TLDR#
Steps to implement custom meshpass
-
Add new render pass method FDeferredShadingSceneRenderer::RenderPrePass
-
Debug Stats & flags:
C++check(RHICmdList.IsOutsideRenderPass()); if (!ShouldRenderTranslucency(TranslucencyPass)) { return; // Early exit if nothing needs to be done. } SCOPED_DRAW_EVENT(RHICmdList, Translucency); SCOPED_GPU_STAT(RHICmdList, Translucency);
-
Call & Implement CreateCustomPassUniformBuffer(RHICmdList, View, PassUniformBuffer);
-
Create Pass Render State with UniformBufferParms: FMeshPassProcessorRenderState DrawRenderState(View, BasePassUniformBuffer);
-
Call & Implement SetupCustomPassState(DrawRenderState);
-
Scene->UniformBuffers.UpdateViewUniformBuffer(View);
-
FDeferredShadingSceneRenderer::RenderBasePassView
- SetupCustomPassView
- SetViewport
- DispatchDraw
- SetupCustomPassView
-
Implement FMeshPassProcessor. Ex: class FDepthPassMeshProcessor : public FMeshPassProcessor
- Register the pass: FRegisterPassProcessorCreateFunction RegisterCustomPass()
-
Implement AddMeshBatch
- Pass Filter
- Select Shader to use. Ex: GetDepthPassShaders
- Implement CalculateCustomPassMeshStaticSortKey() to calculate SortKey for mesh state
- Gather bindings: BuildMeshDrawCommands()
-
FRelevancePacket::MarkRelevant() && FRelevancePacket::ComputeDynamicMeshRelevance()
-
Drawcall Merging: class FMeshDrawCommand::MatchesForDynamicInstancing
Notes: Update Shaders from Primitive.PrimitiveId => GetPrimitiveData(Parameters.PrimitiveId).
-
Need to use GetPrimitiveData(Parameters.PrimitiveId)
-
FDeferredShadingSceneRenderer::ClearGBufferAtMaxZ(FRHICommandList& RHICmdList)
Overview#
Motivation: Need to execute lot of draws
-
Modular construction
-
Dynamic lighting/shadowing need extra mesh passes
-
Some techniques (DXR/GPU culling) needs to eval entire scene
Approach:
- Draw call merging based on RHI
- No more per draw per frame shader params
Mesh Drawing/Render Refactor:
-
Very quick description would be: no more draw policies and static draw lists. Everything is now done through mesh processors, mesh draw commands (draw state) and EMeshPass lists.
-
Mesh draw commands are build and cached when you attach your prim to scene.
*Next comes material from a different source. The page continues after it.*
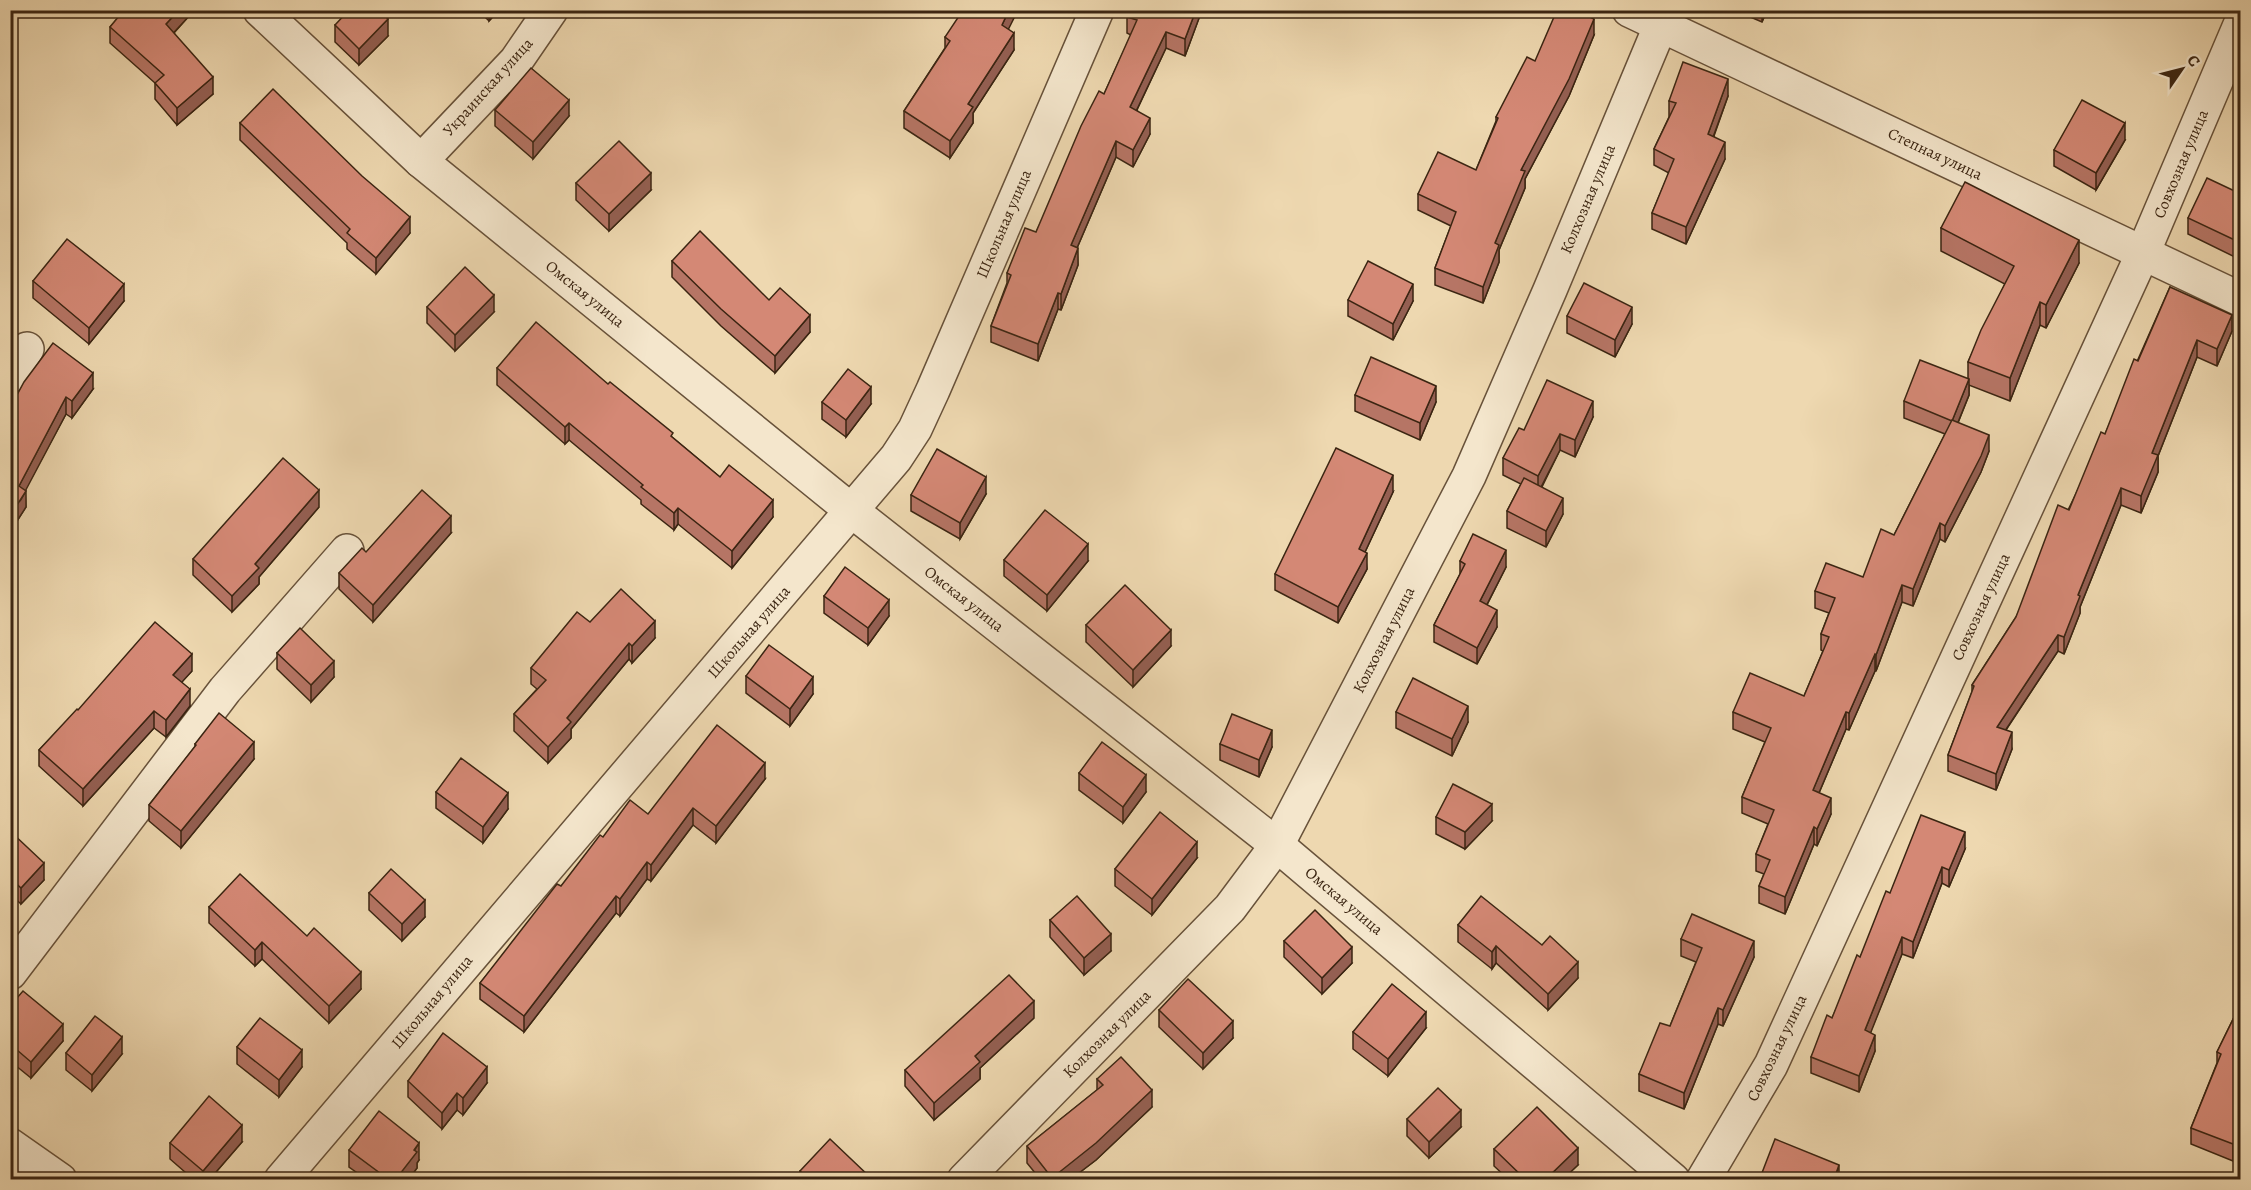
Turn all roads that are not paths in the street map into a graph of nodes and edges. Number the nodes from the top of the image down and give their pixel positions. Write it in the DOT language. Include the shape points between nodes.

Mesh processors convert mesh batches to mesh draw commands.
EMeshPass is basically a list of visible mesh draw commands for a given pass, which is sorted, merged and drawn.
Now, as for render graph it's currently not used too much in 4.22 :)
MeshBatch is now converted into mesh draw command, which contains all the draw state (binding etc).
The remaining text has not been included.